По Б. “уникальная ценность “подлинного” произведения искусства основывалась на ритуале, в котором оно обладало своей первичной и (исторически) первой потребительной стоимостью” Техническая воспроизводимость произведения искусства впервые в мировой истории освобождает его от паразитарного существования при ритуале. В тот момент, когда мерка подлинности становится неприменимой к художественному производству, совершается переворот в общей социальной функции искусства: оно укореняется уже не в ритуале, а в другой практике – в политике.
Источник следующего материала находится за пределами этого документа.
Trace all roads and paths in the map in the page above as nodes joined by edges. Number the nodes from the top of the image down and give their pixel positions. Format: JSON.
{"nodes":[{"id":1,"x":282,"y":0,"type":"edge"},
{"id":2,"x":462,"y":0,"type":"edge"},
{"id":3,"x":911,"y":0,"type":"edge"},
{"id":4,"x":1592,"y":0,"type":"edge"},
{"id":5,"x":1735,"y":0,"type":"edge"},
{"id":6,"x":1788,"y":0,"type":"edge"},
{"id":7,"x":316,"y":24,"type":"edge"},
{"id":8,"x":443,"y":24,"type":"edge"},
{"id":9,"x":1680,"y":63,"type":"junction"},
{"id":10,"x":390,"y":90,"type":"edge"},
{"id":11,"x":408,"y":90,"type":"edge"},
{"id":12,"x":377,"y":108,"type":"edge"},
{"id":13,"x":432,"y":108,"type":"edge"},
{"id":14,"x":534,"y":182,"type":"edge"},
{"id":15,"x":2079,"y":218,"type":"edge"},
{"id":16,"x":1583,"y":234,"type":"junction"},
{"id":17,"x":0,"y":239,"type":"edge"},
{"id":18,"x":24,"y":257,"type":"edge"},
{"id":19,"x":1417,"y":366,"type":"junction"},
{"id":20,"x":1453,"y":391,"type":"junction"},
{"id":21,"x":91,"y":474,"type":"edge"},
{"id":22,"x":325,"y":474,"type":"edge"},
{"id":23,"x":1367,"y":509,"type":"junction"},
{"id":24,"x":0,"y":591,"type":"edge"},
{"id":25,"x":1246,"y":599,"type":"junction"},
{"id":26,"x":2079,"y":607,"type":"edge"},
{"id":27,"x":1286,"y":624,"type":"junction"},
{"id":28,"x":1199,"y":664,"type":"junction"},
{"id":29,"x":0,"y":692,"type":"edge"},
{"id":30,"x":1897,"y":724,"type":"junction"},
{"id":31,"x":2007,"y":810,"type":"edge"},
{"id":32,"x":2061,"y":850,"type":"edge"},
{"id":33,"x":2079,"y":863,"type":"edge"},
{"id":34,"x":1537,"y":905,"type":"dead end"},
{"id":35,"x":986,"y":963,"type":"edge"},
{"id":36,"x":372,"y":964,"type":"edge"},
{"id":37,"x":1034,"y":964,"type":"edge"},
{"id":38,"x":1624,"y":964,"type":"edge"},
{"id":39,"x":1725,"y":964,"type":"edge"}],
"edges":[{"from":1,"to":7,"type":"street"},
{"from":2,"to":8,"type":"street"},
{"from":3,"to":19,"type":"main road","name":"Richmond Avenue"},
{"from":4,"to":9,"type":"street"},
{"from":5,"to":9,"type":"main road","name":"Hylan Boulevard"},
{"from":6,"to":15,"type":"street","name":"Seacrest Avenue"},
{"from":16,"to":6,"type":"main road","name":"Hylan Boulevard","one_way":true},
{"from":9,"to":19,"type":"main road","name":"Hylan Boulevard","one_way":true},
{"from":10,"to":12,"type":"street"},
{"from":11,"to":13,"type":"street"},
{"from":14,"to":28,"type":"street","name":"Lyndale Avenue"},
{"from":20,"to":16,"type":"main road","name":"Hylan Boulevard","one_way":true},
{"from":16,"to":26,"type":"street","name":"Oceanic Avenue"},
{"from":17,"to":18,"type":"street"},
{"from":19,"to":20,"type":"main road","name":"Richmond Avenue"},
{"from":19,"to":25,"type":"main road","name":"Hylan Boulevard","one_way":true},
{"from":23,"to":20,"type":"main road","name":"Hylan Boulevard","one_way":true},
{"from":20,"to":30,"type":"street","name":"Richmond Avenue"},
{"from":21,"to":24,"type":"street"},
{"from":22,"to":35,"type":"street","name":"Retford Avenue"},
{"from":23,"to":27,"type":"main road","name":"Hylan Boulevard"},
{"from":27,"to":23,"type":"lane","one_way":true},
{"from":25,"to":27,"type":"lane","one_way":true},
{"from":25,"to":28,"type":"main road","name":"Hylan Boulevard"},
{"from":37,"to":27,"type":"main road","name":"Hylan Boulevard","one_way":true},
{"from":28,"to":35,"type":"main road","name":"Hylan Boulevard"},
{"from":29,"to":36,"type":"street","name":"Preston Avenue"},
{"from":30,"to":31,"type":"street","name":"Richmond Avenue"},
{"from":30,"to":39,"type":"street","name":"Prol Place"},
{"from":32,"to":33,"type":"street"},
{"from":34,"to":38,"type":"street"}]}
Социальным коррелятом технической воспроизводимости произведения искусства является все возрастающее значение масс в общественной жизни, становящихся активными потребителями художественных ценностей. Исчезновение “ауры” в социальном плане означает, что художественное производство порывает с обособлением искусства и становится составным элементом массовых социальных процессов.
Фотография и кино становятся стандартными свидетельствами исторических событий, приобретая политическое значение. Зритель, смотрящий фильм, обретает права критика потому, что данное на экране совпадает с точкой зрения камеры, которая оценивает происходящее с различных позиций. Изменяется и позиция творца. Художник, согласно Б. представляет собой противоположность оператору. Если первый соблюдает естественную дистанцию по отношению к реальности и создает ее целостное изображение, то последний глубоко проникает в реальность, разрезает ее на кусочки и создает изображение по-новому из множества фрагментов. Расширение аудитории делает кино важным политическим фактором воздействия на массы. Кино расширяет границы восприятия и уничтожает расстояния, позволяя предпринимать мельчайший анализ реальности, подобный работе психоаналитика. Искусство, подчеркивает Б., становится важной политической силой, которая используется фашизмом для эстетизации политики в целях структурирования и мобилизации масс без изменения существующих отношений собственности. Результатом этого является эстетизация войны, которая становится целью, организующей массы, а также средством снять противоречие между бурным развитием средств производства и неадекватными методами их использования. Единственным способом противостояния фашистской эстетизации политики является, по мнению Б. возможность коммунистической политизации искусства.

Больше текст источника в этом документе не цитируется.